The very next day Craig called Massachusetts General Hospital, and because of COVID-19 and the many cancellations it caused, was able to quickly get an appointment with a surgical oncologist, Dr. Kenneth Tanabe. 

During their first meeting, Dr. Tanabe carefully examined Craig and his pathology report. He estimated that Craig had reason to hope and that his risk of metastasis was small based on tumor depth alone, but warned him that there was no rule book when it came to melanoma.

Unfortunately, upon waking up after the procedure, Craig learned that his melanoma had metastasized and had infiltrated his parotid gland. That is why he had the lump in front of his ear.  

He then underwent additional scans to determine the full extent of his melanoma. These scans identified lesions in his gallbladder and spleen. And while the melanoma had spared his vital organs, he was diagnosed with stage 4 melanoma. 

He had surgery to remove his gallbladder and a biopsy later confirmed it to be melanoma. Craig was then referred to a medical oncologist, Dr. Meghan Mooradian.

Dr. Mooradian met with Craig to overview his options and suggested he consider the checkpoint immunotherapy pembrolizumab (Keytruda). She also discussed the idea of a clinical trial that was investigating a way to increase the effectiveness of pembrolizumab alone by combining it with another agent. 

After carefully discussing all options, Craig ultimately chose to enroll in a phase 2 clinical trial testing the effectiveness of pembrolizumab combined with a personalized vaccine created by Genentech (NCT03815058)

At first, Craig didn’t know much about clinical trials. But, as Dr. Mooradian described how they work – the more sense it made to him. Through clinical trials, he’d receive an experimental therapy while being closely monitored for any changes. Not only would he get access to potentially better treatment than those currently FDA approved, and he’d also help move research forward for the next person to be in his shoes.

Today, about five months into his experimental protocol, Craig is doing well with stable disease and only minor side effects.

“In the world of cancer, it’s weird to learn that stable disease can be a good thing,” says Craig. “I had a nurse explain that I may never have a ‘clear’ scan again – and that’s okay – as long as I’m able to live that is all I care about. It’s scary to learn that – but also encouraging.”

He’s also starting to look for opportunities to connect with and give back to the broader melanoma community.

“In a weird way it feels like life is becoming normal again,” says Craig. “I basically have cancer every three weeks when I go in for my infusion.”

But that doesn’t mean it’s always easy.

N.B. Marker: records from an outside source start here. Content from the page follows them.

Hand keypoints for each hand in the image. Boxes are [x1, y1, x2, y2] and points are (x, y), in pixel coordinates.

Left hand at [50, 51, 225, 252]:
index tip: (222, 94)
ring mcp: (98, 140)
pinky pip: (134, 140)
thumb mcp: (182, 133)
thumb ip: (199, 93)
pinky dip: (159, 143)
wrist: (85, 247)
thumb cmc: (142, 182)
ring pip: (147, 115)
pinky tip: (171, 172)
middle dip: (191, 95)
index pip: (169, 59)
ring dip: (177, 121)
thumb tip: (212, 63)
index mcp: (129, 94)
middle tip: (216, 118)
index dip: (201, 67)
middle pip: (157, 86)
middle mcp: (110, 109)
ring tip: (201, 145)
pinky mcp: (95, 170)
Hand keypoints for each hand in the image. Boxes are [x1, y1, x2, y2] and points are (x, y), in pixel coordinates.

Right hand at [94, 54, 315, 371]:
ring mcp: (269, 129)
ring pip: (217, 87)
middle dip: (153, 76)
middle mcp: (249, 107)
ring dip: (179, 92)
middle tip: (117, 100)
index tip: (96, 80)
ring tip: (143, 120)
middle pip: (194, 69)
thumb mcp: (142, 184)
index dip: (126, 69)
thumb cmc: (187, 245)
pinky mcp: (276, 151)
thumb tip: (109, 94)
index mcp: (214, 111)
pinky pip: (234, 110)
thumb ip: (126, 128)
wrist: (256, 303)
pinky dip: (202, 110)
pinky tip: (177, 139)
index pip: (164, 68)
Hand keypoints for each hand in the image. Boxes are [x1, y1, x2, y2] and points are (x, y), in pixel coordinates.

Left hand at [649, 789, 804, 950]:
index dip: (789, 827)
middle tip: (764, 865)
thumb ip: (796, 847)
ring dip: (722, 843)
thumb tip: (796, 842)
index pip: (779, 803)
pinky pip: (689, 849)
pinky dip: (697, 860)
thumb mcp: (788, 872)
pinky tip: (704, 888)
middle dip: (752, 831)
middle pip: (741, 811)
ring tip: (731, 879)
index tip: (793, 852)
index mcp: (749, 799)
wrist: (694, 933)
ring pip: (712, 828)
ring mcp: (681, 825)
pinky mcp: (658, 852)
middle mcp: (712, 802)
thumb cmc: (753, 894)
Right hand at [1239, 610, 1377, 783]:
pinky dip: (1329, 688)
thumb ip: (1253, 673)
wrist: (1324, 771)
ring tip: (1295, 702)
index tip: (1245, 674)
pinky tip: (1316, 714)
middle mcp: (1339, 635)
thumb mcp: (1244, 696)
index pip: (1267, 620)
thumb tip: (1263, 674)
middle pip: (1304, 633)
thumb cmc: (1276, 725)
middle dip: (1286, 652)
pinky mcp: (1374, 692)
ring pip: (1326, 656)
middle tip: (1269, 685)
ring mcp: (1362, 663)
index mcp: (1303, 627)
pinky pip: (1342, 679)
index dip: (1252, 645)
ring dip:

Especially early on in his journey, while he was still coming to terms with his diagnosis and treatment plan, Craig would ask himself “why is my melanoma experience so different?” 

It was his wife’s quiet assurance that resonated most with him.

“She looked at me and said: ‘you are going through this because you will do something meaningful through this. You have the personality and the determination – and I’m not sure others could.”

This sentiment – of wanting his melanoma to mean something – is a big part of how Craig is dealing with his diagnosis.

“I believe there is a reason that I’m going through this. If I can help prevent someone else’s melanoma, or make their journey easier, or help advance research – that’d be worth it,” says Craig. “I feel honored to be part of the melanoma community. It’s a powerful community – and I feel obligated to do something in support of it.”